WHAT TO PRODUCE
Nothing in the copy should be a picture; everything else in the listing is to be restated exactly.

MATERIAL PROVIDED
━━━━

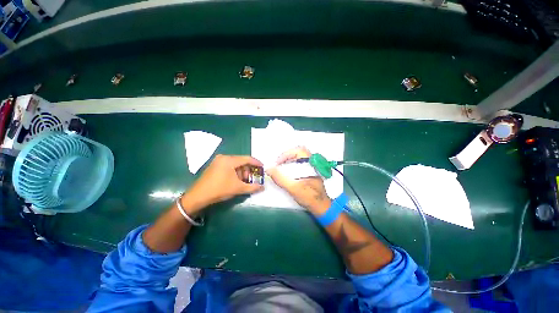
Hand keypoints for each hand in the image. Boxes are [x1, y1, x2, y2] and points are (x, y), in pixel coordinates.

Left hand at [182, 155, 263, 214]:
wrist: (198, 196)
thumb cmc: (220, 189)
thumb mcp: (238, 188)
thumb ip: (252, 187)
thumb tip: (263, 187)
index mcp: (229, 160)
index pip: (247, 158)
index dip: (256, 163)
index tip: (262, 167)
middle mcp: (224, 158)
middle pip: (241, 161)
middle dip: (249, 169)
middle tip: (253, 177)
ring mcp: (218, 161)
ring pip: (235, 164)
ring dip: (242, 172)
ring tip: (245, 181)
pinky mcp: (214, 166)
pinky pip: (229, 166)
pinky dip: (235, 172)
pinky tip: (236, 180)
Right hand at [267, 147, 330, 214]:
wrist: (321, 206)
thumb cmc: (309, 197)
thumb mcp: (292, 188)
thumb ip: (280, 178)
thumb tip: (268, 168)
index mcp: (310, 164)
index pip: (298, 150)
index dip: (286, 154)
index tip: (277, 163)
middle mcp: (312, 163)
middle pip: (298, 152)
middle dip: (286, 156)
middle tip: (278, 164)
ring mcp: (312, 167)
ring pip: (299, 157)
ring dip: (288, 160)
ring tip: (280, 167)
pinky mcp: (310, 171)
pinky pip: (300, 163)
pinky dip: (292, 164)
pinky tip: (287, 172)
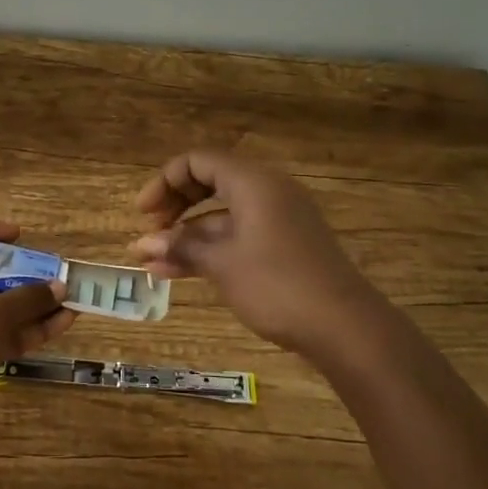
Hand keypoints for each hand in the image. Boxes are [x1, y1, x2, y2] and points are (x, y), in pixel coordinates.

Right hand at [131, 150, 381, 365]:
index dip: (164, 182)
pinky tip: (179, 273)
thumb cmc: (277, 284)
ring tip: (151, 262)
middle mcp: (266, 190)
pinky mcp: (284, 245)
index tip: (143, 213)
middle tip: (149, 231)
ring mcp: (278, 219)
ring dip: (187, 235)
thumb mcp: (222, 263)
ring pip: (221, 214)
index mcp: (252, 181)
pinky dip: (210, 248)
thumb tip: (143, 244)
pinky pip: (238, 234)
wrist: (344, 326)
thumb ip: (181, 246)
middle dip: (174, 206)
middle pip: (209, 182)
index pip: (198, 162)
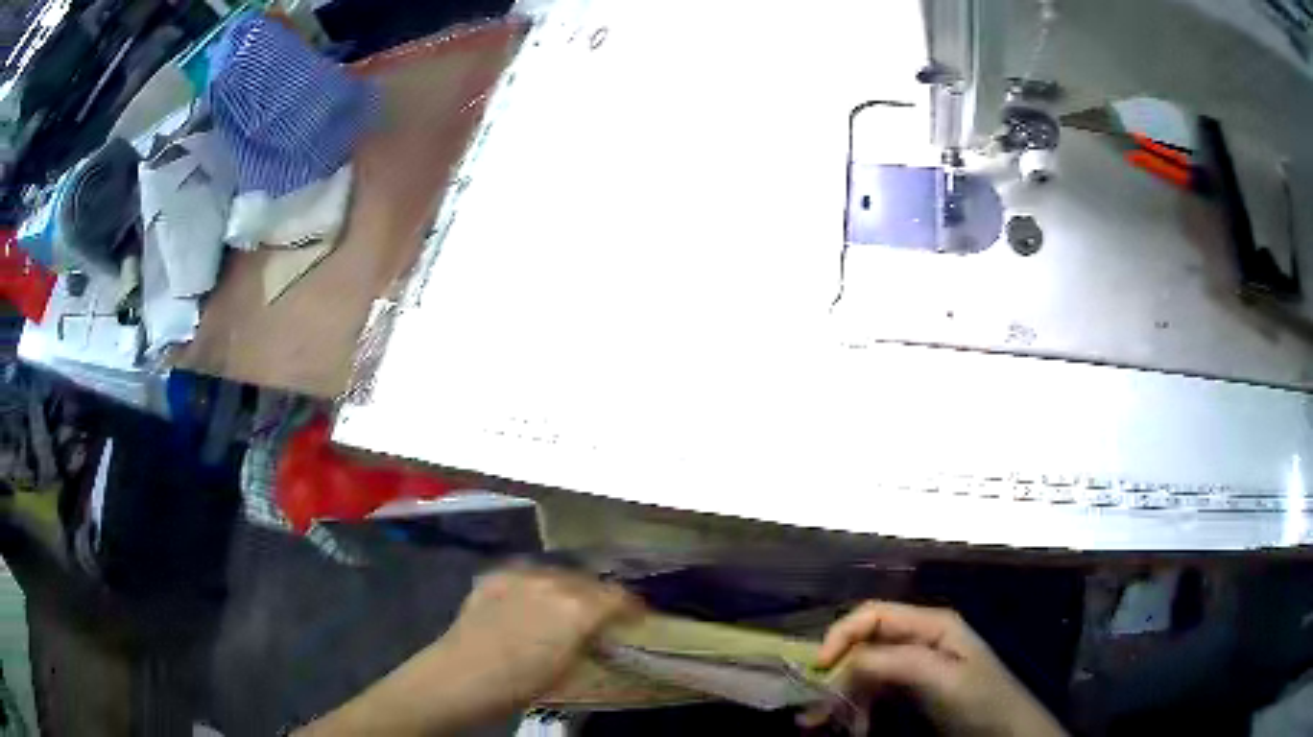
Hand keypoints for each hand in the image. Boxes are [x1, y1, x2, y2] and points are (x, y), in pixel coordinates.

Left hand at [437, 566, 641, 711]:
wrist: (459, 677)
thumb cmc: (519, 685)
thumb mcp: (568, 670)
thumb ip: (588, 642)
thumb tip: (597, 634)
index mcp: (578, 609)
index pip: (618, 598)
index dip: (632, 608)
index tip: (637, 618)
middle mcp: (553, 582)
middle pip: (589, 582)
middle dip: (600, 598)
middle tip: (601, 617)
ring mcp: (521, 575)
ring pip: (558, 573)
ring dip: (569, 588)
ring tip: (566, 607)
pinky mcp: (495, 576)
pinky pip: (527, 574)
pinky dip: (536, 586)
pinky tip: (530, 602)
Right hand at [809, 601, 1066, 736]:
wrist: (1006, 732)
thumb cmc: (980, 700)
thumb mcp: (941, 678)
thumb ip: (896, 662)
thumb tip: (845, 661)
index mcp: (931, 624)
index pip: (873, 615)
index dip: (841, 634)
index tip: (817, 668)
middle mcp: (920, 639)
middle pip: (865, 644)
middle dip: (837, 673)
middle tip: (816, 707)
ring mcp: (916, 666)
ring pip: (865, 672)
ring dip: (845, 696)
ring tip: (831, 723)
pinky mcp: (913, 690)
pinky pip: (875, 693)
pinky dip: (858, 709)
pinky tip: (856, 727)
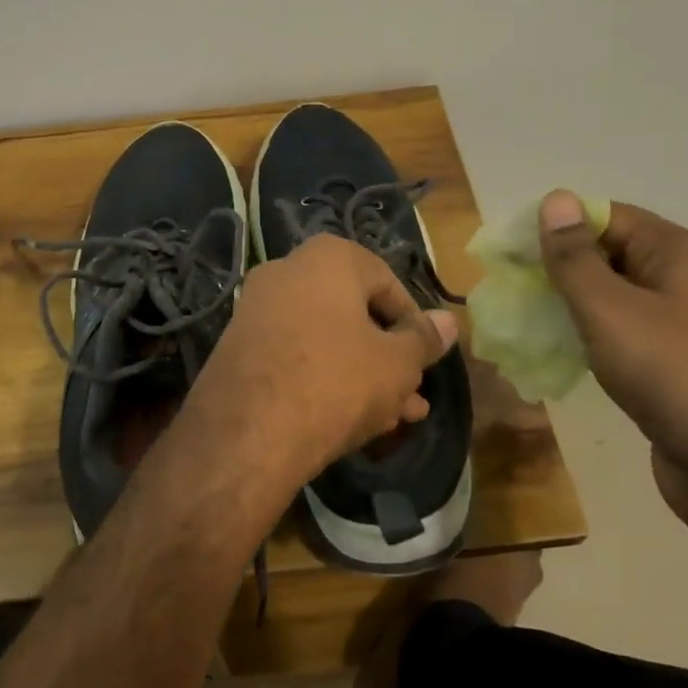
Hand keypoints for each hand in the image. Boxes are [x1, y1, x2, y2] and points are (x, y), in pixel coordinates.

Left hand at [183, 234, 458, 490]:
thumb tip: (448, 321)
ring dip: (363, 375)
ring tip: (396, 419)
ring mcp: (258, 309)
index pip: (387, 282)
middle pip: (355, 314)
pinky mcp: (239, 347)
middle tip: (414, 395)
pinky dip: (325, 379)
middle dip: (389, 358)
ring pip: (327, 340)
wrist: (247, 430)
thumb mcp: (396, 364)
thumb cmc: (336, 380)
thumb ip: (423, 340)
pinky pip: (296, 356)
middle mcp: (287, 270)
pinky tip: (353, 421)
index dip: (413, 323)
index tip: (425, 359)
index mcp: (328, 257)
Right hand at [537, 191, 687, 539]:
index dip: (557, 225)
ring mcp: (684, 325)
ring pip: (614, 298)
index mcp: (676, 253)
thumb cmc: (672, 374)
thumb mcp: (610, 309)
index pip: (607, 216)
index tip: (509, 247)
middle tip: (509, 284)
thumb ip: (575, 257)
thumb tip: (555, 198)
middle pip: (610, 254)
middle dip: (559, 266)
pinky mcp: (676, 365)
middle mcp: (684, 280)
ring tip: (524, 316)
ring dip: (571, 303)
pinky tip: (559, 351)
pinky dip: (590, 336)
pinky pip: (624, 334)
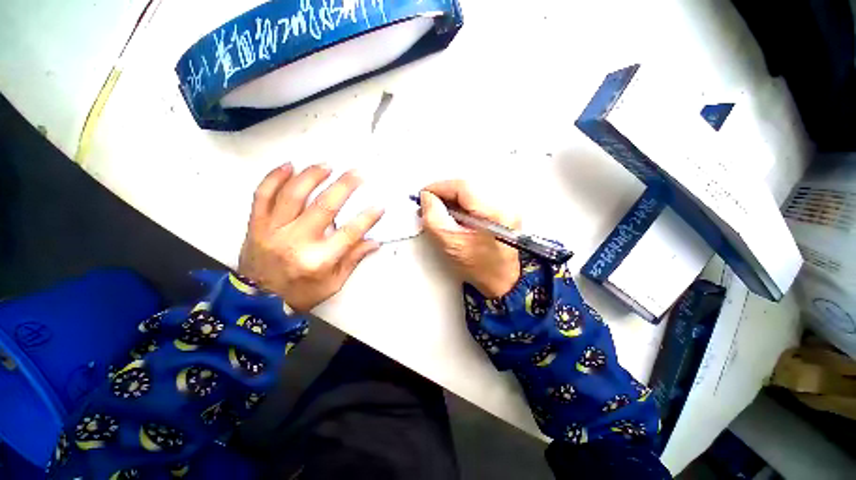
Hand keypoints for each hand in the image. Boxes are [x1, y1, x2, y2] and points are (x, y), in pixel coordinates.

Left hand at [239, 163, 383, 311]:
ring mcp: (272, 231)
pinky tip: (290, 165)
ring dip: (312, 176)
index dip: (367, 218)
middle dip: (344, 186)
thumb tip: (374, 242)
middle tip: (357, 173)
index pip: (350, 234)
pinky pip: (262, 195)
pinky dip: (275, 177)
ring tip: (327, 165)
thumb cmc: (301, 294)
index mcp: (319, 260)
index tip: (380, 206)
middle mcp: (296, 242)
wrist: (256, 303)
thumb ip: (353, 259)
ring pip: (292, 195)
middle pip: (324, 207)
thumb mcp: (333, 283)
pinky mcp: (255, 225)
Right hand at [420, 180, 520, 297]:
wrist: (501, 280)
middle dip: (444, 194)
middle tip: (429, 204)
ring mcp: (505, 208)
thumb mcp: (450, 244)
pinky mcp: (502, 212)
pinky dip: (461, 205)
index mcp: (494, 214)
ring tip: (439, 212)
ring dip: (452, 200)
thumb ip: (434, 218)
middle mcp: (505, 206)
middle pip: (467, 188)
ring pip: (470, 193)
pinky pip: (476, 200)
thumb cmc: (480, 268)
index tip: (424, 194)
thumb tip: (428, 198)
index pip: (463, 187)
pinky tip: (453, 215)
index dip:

━━━━

OUTPUT BELOW
Hand keypoints for each hand in the image. Boxes are [x1, y1, x2, y2] and points are (x, y), in pixel coordinates.

Left hand at [182, 155, 263, 214]:
wrist: (198, 196)
thumb cmc: (220, 189)
thumb mcp: (238, 188)
thumb ip: (252, 187)
thumb tip: (263, 187)
index mcp: (229, 160)
index pip: (247, 158)
index dip: (256, 163)
index tip: (262, 167)
middle mcp: (224, 158)
middle pip: (241, 161)
middle dip: (249, 169)
middle tip: (253, 177)
ring mcp: (218, 161)
ring pip: (235, 164)
ring dip: (242, 172)
ring tip: (245, 181)
pinky mcp: (214, 166)
pinky pip: (229, 166)
pinky dip: (235, 172)
pinky tip: (236, 180)
Right hand at [267, 147, 330, 214]:
wrist: (321, 206)
thumb cmc: (309, 197)
thumb mcp: (292, 188)
thumb ip: (280, 178)
thumb tip: (268, 168)
index mcp: (310, 164)
index pip: (298, 150)
index dip: (286, 154)
index tip: (277, 163)
middle mcp: (312, 163)
middle pip: (298, 152)
middle dip: (286, 156)
middle tip: (278, 164)
ring mcp: (312, 167)
ring pip: (299, 157)
ring dip: (288, 160)
ring tip: (280, 167)
pinky mcp: (310, 171)
pinky pip: (300, 163)
pinky dip: (292, 164)
pinky tip: (287, 172)
Hand keypoints for each hand in the image. Boxes are [x1, y1, x2, y2] and points are (x, y), in pixel coordinates.

Right hand at [131, 150, 381, 365]:
index dip: (164, 182)
pinky tip: (179, 273)
thumb cmc: (277, 284)
ring tip: (151, 262)
middle mcp: (266, 190)
pinky mcp: (284, 245)
index tip: (143, 213)
middle tip: (149, 231)
ring mcp: (278, 219)
ring dip: (187, 235)
thumb mcp: (222, 263)
ring pip: (221, 214)
index mcp: (252, 181)
pinky dip: (210, 248)
thumb tip: (143, 244)
pinky pip: (238, 234)
wrist: (344, 326)
thumb ip: (181, 246)
middle dip: (174, 206)
middle pip: (209, 182)
index pip: (198, 162)
Hand keypoints for each hand in the image. Boxes are [x1, y1, x2, y2] and points are (x, y), in pixel coordinates.

Left hand at [437, 566, 641, 711]:
wrist: (459, 677)
thumb cmc: (519, 685)
thumb mcp: (568, 670)
thumb ip: (588, 642)
thumb tip: (597, 634)
index mcp: (578, 609)
index pip: (618, 598)
index dip: (632, 608)
index tip: (637, 618)
middle mcp: (553, 582)
middle pip: (589, 582)
middle dip: (600, 598)
middle tip: (601, 617)
ring mcp: (521, 575)
ring pip: (558, 573)
ring dip: (569, 588)
ring tip: (566, 607)
pinky mcp: (495, 576)
pinky pip: (527, 574)
pinky dip: (536, 586)
pinky tip: (530, 602)
Right hand at [809, 601, 1066, 736]:
wrist: (1006, 732)
thumb cmc: (980, 700)
thumb mcp: (941, 678)
thumb ip: (896, 662)
thumb tip: (845, 661)
index mcp: (931, 624)
index pip: (873, 615)
index dip: (841, 634)
index tip: (817, 668)
middle mcp: (920, 639)
middle pip: (865, 644)
middle dip: (837, 673)
middle tip: (816, 707)
ring mcp: (916, 666)
ring pip: (865, 672)
ring dip: (845, 696)
ring tip: (831, 723)
pinky mcp: (913, 690)
pinky pip: (875, 693)
pinky dip: (858, 709)
pinky tip: (856, 727)
Hand keypoints for each hand in the image. Boxes are [x1, y1, x2, y2] and points are (x, y), in pixel coordinates.

Left hand at [183, 234, 458, 490]:
thumb tip: (448, 321)
ring dip: (363, 375)
ring tip: (396, 419)
ring mcp: (258, 309)
index pip: (387, 282)
middle pip: (355, 314)
pinky mcp: (239, 347)
middle tip: (414, 395)
pinky dip: (325, 379)
middle dip: (389, 358)
ring pip: (327, 340)
wrist: (247, 430)
thumb mcp: (396, 364)
thumb cmc: (336, 380)
thumb ip: (423, 340)
pinky pip: (296, 356)
middle mcp: (287, 270)
pinky tip: (353, 421)
index dip: (413, 323)
index tip: (425, 359)
index mcp: (328, 257)
Right hand at [537, 191, 687, 539]:
index dip: (557, 225)
ring mcp: (684, 325)
ring pip: (614, 298)
index mcp: (676, 253)
thumb cmc: (672, 374)
thumb mcp: (610, 309)
index pip: (607, 216)
index tip: (509, 247)
middle tip: (509, 284)
thumb ip: (575, 257)
thumb tip: (555, 198)
middle pip: (610, 254)
middle dip: (559, 266)
pinky mcp: (676, 365)
middle mcp: (684, 280)
ring tip: (524, 316)
ring dip: (571, 303)
pinky tip: (559, 351)
pinky dip: (590, 336)
pinky pip: (624, 334)
Hand keypoints for each hand in the image. Boxes are [x1, y1, x2, y2] and points are (x, y), in pixel coordinates.

Left hand at [239, 163, 383, 311]:
ring mcp: (272, 231)
pinky tip: (290, 165)
ring dip: (312, 176)
index dip: (367, 218)
middle dip: (344, 186)
thumb tip: (374, 242)
middle tip: (357, 173)
index pip: (350, 234)
pinky pip: (262, 195)
pinky dip: (275, 177)
ring tip: (327, 165)
thumb cmc: (301, 294)
index mcp: (319, 260)
index tip: (380, 206)
middle mcp: (296, 242)
wrist: (256, 303)
thumb ip: (353, 259)
ring pip: (292, 195)
middle pip: (324, 207)
thumb mcp: (333, 283)
pinky mcp: (255, 225)
Right hand at [420, 180, 520, 297]:
wrist: (501, 280)
middle dip: (444, 194)
middle tip: (429, 204)
ring mcp: (505, 208)
thumb mcp: (450, 244)
pinky mcp: (502, 212)
pinky dip: (461, 205)
index mcp: (494, 214)
ring tip: (439, 212)
ring dip: (452, 200)
thumb ip: (434, 218)
middle mcp: (505, 206)
middle pip: (467, 188)
ring pip: (470, 193)
pinky pip: (476, 200)
thumb cmc: (480, 268)
index tip: (424, 194)
thumb tip: (428, 198)
index pip: (463, 187)
pinky tip: (453, 215)
index dip:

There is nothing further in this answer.